Should you really chew your food 32 times before swallowing?

Taking your time masticating your morsels might be good for your health.
Taking your time masticating your morsels might be good for your health.

You've turned over a new leaf at work -- and it just happens to be lettuce. Instead of scarfing lunch hunched over your keyboard, you're taking an actual midday break. Although it feels a bit strange to be eating food from a plate at a table (using a fork!), you're determined to persevere. You've even decided to take your mom's advice and chew each bite of food 32 times before swallowing.

You can't quite recall why this dedicated effort at numerical chomping is supposed to be good for you. Maybe it aids digestion or helps you feel fuller, sooner. Whatever the reason, you might as well give it a try. Maybe you'll even call Mom later and offer a long overdue "thank you" for the words of wisdom.

But it wasn't your mom who came up with the idea. In fact, it wasn't anyone's mother. The credit for the "slow chew" movement goes to a Victorian-era industrialist named Horace Fletcher. In the late 1800s, he began spreading the word about "Fletcherism," a specific method of eating. He penned "Fletcherism: What It Is," a book outlining his theory that chewing food into teeny, tiny bits will help your body better absorb it. In addition, Fletcher postulated that if peopled chewed their food until it liquefied, they would eat less food, buy less food and save more money.

Fletcher, a successful British tycoon with influential friends ranging from Thomas Edison to John D. Rockefeller, tirelessly encouraged others to chew up to 100 times per minute or until a bite of food transformed to liquid. Then, he reasoned, the chewer could either swallow the food or spit it out. It's no wonder his nickname was "The Great Masticator" [sources: Christen, Fletcher].
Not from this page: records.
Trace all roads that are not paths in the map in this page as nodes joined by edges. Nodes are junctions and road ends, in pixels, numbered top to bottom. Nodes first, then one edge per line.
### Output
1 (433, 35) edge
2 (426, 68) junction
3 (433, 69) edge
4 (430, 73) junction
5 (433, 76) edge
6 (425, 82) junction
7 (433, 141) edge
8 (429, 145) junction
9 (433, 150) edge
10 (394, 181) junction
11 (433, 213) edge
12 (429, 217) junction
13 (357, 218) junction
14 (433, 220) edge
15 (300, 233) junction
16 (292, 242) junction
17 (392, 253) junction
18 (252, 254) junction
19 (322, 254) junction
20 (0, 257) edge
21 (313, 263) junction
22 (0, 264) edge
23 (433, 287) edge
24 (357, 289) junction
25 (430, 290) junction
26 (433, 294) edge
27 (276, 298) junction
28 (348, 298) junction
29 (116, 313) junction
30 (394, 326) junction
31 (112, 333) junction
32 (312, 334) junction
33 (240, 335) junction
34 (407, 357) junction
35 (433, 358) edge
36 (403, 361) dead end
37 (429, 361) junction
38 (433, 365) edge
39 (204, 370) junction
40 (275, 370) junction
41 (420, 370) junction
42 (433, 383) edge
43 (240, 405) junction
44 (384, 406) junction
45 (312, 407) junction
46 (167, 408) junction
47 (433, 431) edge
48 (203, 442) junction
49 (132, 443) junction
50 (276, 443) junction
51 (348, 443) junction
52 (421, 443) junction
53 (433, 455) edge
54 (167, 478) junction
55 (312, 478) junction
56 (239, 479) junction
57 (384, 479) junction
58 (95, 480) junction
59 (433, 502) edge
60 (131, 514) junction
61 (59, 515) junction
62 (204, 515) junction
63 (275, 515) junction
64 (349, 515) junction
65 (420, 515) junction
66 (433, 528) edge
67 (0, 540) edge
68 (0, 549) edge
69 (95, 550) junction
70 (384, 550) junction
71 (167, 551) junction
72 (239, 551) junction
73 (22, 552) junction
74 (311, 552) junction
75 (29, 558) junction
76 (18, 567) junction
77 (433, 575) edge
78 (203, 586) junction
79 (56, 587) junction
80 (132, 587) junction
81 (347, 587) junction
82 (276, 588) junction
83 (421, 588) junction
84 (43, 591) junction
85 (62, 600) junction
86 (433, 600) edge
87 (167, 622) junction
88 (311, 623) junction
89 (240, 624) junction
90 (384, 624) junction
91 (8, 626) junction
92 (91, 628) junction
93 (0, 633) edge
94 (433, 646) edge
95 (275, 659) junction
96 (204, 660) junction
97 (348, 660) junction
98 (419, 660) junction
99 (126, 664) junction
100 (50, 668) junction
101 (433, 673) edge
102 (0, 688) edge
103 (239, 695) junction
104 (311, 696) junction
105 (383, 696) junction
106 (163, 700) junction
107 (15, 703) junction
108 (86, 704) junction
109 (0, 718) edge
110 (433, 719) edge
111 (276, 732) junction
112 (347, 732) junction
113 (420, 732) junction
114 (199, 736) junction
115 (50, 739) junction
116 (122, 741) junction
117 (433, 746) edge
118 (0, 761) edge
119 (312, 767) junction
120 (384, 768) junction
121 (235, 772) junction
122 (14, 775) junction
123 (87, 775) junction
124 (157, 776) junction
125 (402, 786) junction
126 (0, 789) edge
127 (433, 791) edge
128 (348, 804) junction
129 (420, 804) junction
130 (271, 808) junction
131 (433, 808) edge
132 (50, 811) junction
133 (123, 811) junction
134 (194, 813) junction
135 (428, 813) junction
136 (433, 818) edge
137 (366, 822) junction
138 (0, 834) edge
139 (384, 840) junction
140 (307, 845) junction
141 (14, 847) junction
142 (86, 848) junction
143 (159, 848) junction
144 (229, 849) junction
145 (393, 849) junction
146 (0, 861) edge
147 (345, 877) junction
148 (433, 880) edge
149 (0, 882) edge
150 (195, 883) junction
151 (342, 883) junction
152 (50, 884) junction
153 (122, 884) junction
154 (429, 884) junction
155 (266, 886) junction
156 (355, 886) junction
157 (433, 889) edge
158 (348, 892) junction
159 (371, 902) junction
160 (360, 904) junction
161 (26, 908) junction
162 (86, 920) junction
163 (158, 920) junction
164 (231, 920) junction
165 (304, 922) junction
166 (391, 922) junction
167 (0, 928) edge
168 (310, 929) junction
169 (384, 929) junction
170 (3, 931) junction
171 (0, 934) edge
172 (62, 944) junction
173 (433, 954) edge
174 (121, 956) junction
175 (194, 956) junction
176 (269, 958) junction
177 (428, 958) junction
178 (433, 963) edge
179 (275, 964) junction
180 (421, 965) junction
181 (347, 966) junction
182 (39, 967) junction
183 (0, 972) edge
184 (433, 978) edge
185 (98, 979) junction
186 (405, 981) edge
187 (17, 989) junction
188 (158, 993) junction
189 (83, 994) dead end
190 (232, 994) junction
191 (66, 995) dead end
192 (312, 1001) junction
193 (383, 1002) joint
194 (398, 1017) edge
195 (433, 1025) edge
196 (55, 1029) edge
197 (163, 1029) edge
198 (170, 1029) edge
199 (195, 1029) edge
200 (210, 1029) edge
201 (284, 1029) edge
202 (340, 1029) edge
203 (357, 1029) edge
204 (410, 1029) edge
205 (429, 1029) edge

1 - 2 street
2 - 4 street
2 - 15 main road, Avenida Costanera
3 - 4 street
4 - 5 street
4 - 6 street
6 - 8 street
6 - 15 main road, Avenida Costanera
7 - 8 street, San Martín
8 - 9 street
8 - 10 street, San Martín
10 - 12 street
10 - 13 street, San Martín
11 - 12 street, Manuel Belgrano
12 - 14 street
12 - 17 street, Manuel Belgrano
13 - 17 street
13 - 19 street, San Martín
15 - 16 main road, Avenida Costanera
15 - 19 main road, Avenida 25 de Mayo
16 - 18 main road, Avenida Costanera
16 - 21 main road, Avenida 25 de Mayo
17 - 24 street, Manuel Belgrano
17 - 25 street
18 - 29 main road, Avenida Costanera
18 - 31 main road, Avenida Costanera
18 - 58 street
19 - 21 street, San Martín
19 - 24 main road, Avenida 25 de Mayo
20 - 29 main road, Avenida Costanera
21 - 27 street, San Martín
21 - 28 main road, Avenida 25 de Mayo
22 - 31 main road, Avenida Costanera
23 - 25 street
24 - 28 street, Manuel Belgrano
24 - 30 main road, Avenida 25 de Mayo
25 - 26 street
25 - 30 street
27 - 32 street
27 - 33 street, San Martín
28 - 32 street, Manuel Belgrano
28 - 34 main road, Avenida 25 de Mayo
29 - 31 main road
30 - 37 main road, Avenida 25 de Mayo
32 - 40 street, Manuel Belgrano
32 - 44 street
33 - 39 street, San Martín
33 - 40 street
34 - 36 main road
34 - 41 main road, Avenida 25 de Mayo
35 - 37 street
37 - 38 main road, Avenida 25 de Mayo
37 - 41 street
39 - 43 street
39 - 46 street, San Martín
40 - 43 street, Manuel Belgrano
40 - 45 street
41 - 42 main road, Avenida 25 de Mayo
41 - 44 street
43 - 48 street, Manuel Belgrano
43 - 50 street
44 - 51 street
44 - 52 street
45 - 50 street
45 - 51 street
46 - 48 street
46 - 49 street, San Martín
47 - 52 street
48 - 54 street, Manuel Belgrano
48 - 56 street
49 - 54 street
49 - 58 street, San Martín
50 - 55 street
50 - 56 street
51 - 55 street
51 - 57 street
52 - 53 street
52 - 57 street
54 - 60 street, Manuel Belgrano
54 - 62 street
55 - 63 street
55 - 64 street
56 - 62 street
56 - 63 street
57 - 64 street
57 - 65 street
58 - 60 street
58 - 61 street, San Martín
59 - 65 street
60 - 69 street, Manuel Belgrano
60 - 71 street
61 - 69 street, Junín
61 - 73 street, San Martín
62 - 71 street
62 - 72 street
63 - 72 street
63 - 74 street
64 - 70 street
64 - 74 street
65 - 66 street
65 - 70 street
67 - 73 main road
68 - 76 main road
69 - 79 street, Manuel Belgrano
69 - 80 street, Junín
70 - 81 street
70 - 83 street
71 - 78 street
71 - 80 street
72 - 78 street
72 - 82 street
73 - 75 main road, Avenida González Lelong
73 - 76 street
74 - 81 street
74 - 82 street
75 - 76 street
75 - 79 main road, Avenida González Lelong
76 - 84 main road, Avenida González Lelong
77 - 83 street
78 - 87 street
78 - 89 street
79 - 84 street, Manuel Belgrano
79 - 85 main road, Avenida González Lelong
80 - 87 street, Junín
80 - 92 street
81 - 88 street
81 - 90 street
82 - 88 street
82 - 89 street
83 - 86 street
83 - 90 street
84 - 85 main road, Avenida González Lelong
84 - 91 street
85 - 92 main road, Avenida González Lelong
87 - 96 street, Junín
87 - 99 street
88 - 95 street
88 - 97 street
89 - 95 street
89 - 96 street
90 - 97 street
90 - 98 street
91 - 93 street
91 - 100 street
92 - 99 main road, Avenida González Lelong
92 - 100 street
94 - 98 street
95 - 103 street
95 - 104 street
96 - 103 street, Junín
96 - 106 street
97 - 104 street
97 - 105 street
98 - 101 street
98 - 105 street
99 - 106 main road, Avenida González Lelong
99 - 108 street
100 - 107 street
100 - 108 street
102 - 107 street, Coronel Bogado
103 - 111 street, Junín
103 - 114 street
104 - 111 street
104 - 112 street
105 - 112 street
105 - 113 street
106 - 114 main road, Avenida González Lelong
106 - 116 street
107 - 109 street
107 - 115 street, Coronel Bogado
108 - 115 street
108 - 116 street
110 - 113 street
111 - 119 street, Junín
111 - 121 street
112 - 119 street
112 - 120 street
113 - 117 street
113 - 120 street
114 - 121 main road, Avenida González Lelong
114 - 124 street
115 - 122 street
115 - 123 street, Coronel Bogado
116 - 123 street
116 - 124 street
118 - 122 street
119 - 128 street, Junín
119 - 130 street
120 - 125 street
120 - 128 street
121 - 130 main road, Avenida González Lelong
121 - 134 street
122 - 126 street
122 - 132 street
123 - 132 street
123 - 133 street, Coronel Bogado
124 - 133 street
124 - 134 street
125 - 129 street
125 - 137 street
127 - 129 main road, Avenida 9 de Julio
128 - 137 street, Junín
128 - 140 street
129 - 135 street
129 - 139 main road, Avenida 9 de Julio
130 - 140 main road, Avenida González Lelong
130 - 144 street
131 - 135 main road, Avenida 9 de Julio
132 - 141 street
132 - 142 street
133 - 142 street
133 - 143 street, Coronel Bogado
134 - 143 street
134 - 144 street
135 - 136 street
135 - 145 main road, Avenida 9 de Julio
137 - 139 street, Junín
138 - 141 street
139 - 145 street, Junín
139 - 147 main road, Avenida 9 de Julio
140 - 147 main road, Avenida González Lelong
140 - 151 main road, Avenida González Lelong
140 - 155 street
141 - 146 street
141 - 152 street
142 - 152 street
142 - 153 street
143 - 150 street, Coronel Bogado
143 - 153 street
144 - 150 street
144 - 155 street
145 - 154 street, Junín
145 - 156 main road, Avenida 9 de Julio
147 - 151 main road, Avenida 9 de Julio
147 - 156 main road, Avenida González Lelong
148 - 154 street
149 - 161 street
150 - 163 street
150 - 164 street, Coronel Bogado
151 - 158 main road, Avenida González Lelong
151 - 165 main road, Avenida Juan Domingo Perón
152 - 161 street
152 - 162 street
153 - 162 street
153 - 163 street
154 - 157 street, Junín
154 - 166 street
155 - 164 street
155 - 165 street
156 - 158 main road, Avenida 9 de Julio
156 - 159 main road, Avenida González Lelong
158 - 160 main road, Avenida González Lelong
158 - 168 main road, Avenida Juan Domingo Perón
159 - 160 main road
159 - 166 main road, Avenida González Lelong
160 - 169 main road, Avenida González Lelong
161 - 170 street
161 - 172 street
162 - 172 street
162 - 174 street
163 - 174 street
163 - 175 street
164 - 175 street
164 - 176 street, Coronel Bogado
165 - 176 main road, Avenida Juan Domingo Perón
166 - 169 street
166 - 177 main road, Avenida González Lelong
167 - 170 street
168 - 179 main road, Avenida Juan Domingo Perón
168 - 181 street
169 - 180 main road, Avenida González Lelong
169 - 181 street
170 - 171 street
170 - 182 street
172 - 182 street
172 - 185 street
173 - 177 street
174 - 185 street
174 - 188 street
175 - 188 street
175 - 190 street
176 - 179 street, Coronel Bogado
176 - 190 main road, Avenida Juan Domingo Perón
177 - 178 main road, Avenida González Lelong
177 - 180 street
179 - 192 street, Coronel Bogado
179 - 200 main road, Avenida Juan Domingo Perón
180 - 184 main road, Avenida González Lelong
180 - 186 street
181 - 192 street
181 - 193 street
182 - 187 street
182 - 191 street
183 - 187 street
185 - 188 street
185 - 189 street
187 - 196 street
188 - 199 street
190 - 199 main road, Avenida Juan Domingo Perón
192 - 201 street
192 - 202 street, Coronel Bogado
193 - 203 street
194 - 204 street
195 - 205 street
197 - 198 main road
Until his death in 1919, Fletcher traveled across England, Northern Europe and the United States, teaching "the more you chew, the less you eat." During World War I, he even used his appointment to an international committee to show 800,000 starving people in Belgium how to chew more thoroughly so the nutrients in their food would be more thoroughly absorbed [source: New York Times].

This food ingestion method may have seemed like a long shot for a starving population, but recent research reveals there are real benefits to spending more time chewing your food. In 2009, researchers at Purdue University in West Lafayette, Indiana, asked study participants to chew almonds 10, 25 or 40 times. The result? The more the participants chewed the almonds, the faster the nutrients were absorbed into their systems, leading to better maintenance of energy levels [source: Cassady et al.].

Chewing more can also make you eat more slowly, and this has benefits all its own. According to a 2014 study conducted by researchers at Texas Christian University in Fort Worth, Texas, when people eat more slowly, they consumer fewer calories [source: Meena et al.]. It's definitely food for thought as you eat a leisurely lunch. Even if your mom didn't invent the idea, maybe you'll still call to say "thanks" -- once you're finally finished chewing, that is.